Y desde este sufrimiento nace un signo de vida nueva, un grito en la noche que pide levantarse y llevar el corazón a la presencia del Señor.
Esta es la vida nueva que llega cuando en el sufrimiento me entrego a Dios. Él siempre está.
“Voy yo a curarlo”
Ponemos nuestra mirada en este centurión que se acerca a Jesús, le reconoce Señor y le pide por su criado que sufre en casa paralítico. Estamos ante un hombre que se ha movilizado por la enfermedad y el sufrimiento de su criado, esto es un nivel humano extraordinario.
Y ante la llamada de este centurión, que no olvidemos pertenece al pueblo dominador, la respuesta de Jesús es clara y sin dudas: “Voy yo a curarlo”.
Jesús nunca mirará a otro lado, siempre responde amando. El amor se entrega y se abaja donde está el otro.
El centurión se sitúa con humildad ante Jesús, no se siente digno de que entre en su casa.
Y se dirige a Jesús con una fe anclada en su experiencia de vida. Él sabe que si sus órdenes tienen poder sobre sus soldados, ¡cuanto más poder tiene la Palabra de Jesús!
Jesús alaba esta fe ante los que le seguían. Este centurión verdaderamente cree en Jesús, lo reconoce capaz de transformar el sufrimiento en Vida. Y sucede así, según ha creído, el criado se puso bueno.
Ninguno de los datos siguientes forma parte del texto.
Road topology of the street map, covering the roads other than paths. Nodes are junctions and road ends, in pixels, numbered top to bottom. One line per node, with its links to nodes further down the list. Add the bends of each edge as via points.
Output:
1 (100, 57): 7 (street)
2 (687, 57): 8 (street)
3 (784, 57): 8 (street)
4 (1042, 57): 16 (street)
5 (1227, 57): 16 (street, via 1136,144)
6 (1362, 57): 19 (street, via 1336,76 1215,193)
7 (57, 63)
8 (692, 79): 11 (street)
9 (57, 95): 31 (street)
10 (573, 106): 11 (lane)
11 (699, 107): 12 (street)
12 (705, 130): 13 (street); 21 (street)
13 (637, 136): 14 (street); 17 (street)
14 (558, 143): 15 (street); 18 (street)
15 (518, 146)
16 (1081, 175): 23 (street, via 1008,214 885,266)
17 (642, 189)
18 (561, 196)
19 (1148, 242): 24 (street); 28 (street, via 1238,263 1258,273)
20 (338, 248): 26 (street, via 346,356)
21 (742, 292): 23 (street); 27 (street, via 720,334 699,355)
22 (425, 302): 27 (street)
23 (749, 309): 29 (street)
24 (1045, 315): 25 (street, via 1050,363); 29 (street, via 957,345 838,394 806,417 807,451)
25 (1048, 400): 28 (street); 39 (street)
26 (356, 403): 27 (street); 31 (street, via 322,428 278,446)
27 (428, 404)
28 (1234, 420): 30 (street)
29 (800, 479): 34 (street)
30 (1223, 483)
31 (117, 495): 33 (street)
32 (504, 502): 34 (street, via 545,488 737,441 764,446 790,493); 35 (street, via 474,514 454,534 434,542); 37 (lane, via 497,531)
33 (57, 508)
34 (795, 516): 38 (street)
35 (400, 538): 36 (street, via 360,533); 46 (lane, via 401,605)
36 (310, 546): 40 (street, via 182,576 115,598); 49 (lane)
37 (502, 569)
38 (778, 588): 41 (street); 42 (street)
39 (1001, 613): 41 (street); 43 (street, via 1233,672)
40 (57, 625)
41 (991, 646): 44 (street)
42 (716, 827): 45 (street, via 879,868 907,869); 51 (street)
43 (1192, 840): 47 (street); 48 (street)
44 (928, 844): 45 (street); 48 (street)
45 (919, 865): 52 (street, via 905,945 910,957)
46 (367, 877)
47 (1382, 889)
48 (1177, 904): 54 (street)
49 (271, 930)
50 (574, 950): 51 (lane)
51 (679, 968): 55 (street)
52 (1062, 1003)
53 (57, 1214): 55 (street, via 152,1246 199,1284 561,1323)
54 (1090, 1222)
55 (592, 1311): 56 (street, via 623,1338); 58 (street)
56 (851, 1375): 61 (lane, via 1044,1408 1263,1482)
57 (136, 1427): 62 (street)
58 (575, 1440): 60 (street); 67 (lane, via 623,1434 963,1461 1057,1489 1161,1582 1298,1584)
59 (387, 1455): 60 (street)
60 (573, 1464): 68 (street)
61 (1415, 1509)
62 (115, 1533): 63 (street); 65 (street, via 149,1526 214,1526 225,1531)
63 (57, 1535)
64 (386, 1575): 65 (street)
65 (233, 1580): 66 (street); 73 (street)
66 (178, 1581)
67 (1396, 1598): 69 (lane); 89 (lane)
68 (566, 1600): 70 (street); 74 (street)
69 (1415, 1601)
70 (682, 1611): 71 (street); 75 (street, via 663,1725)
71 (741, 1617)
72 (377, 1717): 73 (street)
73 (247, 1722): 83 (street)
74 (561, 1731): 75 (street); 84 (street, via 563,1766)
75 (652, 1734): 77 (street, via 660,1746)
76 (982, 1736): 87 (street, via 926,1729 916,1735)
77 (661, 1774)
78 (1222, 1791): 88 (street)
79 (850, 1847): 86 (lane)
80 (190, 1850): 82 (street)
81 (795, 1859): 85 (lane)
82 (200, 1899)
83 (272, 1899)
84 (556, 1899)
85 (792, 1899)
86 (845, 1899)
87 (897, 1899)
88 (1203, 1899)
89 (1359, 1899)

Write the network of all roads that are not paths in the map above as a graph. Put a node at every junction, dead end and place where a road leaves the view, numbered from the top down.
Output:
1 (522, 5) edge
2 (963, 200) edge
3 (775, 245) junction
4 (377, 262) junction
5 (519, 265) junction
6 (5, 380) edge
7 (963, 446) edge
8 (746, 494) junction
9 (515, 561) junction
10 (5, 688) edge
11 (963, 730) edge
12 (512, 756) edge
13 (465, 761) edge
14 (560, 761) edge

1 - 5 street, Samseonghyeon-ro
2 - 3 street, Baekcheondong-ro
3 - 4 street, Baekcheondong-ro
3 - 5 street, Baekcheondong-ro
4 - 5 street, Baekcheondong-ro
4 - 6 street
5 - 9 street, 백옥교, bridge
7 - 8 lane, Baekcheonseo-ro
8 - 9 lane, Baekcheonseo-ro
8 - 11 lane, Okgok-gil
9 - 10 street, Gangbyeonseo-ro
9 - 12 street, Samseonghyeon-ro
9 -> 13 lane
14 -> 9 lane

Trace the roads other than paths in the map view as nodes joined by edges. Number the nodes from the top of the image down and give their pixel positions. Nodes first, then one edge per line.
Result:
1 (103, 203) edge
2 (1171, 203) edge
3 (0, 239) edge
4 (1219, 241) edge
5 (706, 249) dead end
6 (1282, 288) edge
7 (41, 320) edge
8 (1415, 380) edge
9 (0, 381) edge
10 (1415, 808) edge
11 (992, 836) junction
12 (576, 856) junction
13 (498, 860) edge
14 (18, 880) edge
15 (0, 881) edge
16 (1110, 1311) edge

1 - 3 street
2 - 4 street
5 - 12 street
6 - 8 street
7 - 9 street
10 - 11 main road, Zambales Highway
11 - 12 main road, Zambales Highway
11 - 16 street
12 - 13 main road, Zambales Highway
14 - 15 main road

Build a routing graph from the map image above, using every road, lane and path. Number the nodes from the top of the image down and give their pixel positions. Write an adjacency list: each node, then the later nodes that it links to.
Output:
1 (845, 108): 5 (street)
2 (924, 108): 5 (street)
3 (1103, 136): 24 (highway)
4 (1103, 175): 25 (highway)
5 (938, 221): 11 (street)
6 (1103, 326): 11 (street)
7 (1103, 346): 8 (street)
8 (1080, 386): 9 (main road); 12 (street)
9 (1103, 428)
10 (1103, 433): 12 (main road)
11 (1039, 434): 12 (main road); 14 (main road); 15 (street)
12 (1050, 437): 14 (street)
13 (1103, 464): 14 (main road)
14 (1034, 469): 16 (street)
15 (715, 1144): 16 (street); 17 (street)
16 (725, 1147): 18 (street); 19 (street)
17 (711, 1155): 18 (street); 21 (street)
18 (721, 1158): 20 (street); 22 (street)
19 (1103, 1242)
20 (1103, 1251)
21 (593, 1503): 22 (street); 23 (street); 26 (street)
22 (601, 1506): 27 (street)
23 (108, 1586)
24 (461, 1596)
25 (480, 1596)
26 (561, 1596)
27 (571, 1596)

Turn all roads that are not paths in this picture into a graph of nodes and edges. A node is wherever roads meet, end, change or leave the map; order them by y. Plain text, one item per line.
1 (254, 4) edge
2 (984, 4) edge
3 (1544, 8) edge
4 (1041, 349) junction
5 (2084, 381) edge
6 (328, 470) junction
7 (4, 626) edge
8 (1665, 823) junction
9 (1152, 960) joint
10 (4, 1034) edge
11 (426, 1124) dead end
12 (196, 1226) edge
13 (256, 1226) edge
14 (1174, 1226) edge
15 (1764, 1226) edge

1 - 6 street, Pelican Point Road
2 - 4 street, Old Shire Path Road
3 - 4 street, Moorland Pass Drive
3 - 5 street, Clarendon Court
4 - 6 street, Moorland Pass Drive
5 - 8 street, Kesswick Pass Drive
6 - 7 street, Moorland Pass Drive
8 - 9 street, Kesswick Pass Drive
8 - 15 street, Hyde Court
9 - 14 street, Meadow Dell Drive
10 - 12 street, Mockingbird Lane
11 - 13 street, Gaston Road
Tras ello, Jesús cura a la suegra de Pedro, de modo que ella se levanta y comienza a servirle. Este es el movimiento de la Vida nueva que trae Jesús, su Palabra te pone en pié, te invita a tomar la vida en tus manos y a ser libre para servir y amar. La suegra de Pedro comienza a vivir por amor, al servicio de la comunidad.
La Palabra de Jesús tiene el poder de curar y expulsar demonios. Jesús no da la espalda a los dolores de este mundo sino que se ha entregado por ellos.
¿Cuánto hay en mí de fe? Y esta fe, ¿De qué modo hace mi vida nueva?